■ WORK INSTRUCTIONS:
Please copy each line of the listing below in which the word "Frontenac" appears.
══════
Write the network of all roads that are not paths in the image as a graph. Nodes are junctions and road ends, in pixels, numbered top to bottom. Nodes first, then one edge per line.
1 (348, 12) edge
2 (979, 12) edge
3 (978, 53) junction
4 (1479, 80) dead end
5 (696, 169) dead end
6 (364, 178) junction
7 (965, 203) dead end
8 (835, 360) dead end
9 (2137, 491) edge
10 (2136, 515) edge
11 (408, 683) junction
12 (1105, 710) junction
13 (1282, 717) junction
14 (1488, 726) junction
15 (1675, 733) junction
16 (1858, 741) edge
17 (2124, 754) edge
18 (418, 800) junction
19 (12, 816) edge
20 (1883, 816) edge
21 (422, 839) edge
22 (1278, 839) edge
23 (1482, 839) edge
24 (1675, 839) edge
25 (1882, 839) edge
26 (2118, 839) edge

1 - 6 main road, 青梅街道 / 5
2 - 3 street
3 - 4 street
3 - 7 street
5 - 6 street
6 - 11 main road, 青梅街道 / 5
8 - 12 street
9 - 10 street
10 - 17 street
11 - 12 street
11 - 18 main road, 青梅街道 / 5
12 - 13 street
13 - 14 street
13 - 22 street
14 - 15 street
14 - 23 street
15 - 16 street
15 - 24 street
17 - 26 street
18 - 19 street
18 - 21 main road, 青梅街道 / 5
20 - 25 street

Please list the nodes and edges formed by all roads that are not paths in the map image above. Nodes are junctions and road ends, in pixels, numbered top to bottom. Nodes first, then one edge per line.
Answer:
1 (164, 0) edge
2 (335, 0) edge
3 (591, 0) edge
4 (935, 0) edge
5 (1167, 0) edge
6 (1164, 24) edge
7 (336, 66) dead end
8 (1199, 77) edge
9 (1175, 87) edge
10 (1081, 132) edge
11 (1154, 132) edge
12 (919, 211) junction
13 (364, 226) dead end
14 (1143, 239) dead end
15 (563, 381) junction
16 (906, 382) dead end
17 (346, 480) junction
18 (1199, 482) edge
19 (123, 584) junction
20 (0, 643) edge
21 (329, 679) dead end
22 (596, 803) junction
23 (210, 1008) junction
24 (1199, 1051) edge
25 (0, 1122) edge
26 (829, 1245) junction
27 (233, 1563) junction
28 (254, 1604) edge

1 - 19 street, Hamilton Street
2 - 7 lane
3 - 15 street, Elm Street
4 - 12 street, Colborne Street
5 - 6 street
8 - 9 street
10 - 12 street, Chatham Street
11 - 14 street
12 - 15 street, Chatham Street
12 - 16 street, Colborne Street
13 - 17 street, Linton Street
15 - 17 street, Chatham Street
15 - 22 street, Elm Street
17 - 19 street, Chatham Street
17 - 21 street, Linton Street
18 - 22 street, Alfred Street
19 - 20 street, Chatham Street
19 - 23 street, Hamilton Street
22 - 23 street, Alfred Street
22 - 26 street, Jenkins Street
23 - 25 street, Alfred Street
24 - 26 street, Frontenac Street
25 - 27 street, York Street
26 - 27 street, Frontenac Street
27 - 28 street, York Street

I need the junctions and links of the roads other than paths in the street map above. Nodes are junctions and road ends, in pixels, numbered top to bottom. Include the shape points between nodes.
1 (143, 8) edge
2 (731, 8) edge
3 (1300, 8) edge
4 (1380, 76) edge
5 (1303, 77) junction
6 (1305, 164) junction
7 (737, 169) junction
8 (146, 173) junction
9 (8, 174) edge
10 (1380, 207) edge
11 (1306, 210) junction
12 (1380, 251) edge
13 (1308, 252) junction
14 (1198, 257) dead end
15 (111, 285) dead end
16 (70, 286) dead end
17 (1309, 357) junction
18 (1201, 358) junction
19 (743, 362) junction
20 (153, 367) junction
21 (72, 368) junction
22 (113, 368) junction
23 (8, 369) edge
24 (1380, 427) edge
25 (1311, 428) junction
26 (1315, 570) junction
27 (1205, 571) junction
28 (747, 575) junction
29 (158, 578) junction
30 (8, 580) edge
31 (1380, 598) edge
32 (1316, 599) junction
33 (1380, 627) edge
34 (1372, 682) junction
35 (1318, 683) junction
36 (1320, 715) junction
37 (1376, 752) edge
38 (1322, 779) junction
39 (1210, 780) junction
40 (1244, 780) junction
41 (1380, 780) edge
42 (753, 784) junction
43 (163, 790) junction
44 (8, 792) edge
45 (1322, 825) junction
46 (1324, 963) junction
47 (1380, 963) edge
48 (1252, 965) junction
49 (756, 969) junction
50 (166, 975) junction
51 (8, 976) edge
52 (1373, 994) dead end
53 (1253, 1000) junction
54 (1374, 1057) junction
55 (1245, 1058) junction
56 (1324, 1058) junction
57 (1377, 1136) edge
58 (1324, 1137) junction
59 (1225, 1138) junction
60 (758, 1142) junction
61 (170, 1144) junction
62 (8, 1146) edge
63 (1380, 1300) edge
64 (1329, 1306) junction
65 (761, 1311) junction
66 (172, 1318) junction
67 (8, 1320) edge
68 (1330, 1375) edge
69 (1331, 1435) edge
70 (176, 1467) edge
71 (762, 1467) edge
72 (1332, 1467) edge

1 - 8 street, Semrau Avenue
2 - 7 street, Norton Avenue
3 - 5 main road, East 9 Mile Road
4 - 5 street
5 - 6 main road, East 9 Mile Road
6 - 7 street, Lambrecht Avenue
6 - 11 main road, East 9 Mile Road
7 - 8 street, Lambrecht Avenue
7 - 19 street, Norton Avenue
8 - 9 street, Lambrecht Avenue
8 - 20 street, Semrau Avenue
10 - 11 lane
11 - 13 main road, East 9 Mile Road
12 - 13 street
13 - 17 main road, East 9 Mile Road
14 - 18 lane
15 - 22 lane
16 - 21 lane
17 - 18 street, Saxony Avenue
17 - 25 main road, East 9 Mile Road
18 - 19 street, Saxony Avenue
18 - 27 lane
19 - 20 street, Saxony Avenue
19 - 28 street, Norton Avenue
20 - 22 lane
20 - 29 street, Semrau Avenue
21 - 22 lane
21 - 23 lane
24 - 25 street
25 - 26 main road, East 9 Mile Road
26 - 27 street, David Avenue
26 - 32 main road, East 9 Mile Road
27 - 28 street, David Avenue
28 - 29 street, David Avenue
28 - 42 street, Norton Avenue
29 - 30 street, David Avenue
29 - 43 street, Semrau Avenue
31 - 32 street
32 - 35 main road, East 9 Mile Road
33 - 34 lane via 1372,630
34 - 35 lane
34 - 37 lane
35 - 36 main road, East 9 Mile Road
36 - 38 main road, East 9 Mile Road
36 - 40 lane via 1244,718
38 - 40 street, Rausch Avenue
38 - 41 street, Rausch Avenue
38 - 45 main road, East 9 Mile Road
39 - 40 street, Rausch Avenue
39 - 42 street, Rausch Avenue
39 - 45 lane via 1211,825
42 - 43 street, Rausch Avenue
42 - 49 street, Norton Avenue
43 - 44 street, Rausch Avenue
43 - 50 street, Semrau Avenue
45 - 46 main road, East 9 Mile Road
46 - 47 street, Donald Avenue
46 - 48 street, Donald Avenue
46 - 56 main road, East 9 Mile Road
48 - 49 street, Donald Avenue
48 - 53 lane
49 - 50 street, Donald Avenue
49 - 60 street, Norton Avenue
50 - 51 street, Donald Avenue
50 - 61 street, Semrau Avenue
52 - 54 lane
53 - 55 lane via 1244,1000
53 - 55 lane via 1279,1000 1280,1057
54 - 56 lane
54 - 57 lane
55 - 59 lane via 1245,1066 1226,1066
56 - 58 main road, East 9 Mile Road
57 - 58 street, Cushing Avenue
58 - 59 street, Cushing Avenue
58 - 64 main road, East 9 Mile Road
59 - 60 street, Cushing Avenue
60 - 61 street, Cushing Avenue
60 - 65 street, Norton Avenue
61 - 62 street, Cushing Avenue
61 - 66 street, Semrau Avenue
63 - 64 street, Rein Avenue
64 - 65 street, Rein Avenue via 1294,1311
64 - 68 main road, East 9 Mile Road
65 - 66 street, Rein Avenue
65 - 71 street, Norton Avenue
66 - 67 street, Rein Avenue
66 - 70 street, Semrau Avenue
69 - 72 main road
══════
■ PROBLEM SOLUTION:
24 - 26 street, Frontenac Street
26 - 27 street, Frontenac Street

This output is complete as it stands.